[[ The input, beginning ]]

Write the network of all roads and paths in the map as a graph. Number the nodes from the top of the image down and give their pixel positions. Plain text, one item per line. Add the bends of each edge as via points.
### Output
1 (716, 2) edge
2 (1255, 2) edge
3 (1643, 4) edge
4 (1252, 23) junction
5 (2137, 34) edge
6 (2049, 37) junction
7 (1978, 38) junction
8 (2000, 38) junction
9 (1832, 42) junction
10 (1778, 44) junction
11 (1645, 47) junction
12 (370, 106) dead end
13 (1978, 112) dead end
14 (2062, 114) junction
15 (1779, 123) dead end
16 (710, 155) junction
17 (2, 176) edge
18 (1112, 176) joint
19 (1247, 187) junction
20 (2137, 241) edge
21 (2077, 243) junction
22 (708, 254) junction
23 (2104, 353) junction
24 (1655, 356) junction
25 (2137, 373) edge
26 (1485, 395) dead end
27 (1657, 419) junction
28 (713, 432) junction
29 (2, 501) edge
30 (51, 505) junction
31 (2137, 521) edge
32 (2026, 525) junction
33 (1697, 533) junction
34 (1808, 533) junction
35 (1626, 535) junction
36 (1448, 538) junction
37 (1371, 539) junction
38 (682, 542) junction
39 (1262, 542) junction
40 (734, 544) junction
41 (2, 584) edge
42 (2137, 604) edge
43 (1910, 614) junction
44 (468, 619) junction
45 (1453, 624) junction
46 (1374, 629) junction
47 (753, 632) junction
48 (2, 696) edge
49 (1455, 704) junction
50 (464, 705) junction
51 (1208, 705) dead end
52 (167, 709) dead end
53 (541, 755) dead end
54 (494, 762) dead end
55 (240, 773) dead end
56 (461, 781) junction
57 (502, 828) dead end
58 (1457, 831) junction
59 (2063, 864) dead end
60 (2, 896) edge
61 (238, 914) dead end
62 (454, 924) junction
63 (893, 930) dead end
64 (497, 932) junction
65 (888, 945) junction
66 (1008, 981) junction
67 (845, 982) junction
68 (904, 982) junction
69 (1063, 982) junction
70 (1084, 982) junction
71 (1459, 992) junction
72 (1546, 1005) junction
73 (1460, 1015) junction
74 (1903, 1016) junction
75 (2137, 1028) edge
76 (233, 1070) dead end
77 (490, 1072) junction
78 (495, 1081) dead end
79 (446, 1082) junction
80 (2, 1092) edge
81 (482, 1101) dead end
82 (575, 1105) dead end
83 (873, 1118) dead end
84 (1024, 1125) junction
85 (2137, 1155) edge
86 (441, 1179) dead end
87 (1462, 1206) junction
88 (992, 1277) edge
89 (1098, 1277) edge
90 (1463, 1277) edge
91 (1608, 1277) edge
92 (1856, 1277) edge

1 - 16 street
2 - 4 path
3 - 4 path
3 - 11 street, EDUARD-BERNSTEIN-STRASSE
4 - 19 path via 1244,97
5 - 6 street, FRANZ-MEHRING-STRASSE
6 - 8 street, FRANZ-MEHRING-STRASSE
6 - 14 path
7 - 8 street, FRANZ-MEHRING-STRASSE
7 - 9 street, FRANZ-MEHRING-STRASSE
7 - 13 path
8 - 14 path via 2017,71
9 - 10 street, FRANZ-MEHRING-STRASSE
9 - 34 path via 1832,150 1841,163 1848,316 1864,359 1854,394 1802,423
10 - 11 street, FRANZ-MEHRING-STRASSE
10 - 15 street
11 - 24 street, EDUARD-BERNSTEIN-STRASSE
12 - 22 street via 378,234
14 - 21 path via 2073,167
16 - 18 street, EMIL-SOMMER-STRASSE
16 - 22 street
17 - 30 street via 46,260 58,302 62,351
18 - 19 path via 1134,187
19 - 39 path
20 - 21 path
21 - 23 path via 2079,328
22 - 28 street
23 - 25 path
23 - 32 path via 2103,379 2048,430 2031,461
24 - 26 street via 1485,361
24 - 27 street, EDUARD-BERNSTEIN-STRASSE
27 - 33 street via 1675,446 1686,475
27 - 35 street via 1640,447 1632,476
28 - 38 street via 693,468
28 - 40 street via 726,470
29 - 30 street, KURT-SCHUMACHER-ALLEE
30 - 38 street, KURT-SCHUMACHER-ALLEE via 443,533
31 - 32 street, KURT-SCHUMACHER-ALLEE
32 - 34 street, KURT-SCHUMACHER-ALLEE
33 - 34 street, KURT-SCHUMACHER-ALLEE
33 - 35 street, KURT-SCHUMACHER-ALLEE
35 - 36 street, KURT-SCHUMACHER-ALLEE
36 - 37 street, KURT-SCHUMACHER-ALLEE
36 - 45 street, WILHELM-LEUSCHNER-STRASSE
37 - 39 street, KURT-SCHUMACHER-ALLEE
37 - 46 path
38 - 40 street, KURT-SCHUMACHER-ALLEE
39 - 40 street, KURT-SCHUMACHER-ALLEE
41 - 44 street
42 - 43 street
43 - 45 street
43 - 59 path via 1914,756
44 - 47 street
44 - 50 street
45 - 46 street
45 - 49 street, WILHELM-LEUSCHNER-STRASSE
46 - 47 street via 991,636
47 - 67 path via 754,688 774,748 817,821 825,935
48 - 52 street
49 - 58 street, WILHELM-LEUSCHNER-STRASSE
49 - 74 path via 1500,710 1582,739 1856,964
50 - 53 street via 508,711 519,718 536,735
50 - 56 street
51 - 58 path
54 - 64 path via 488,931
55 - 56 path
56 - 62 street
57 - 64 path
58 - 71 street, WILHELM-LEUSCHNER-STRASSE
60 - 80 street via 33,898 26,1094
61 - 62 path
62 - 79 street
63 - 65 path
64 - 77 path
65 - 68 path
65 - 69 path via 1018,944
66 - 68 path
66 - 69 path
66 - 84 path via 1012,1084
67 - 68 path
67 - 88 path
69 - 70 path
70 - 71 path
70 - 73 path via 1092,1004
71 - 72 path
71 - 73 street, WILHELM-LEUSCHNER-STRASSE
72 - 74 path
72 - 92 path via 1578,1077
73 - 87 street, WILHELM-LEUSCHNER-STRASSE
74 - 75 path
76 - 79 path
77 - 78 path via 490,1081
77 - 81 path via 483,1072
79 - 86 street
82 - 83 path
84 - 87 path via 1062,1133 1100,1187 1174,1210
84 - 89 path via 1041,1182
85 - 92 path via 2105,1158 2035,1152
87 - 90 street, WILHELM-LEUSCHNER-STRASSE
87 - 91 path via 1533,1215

[[ The input, end ]]

### [Work order]
Note how many lines above hold "SCHUMACHER" and give that figure alone.

### [Response area]
11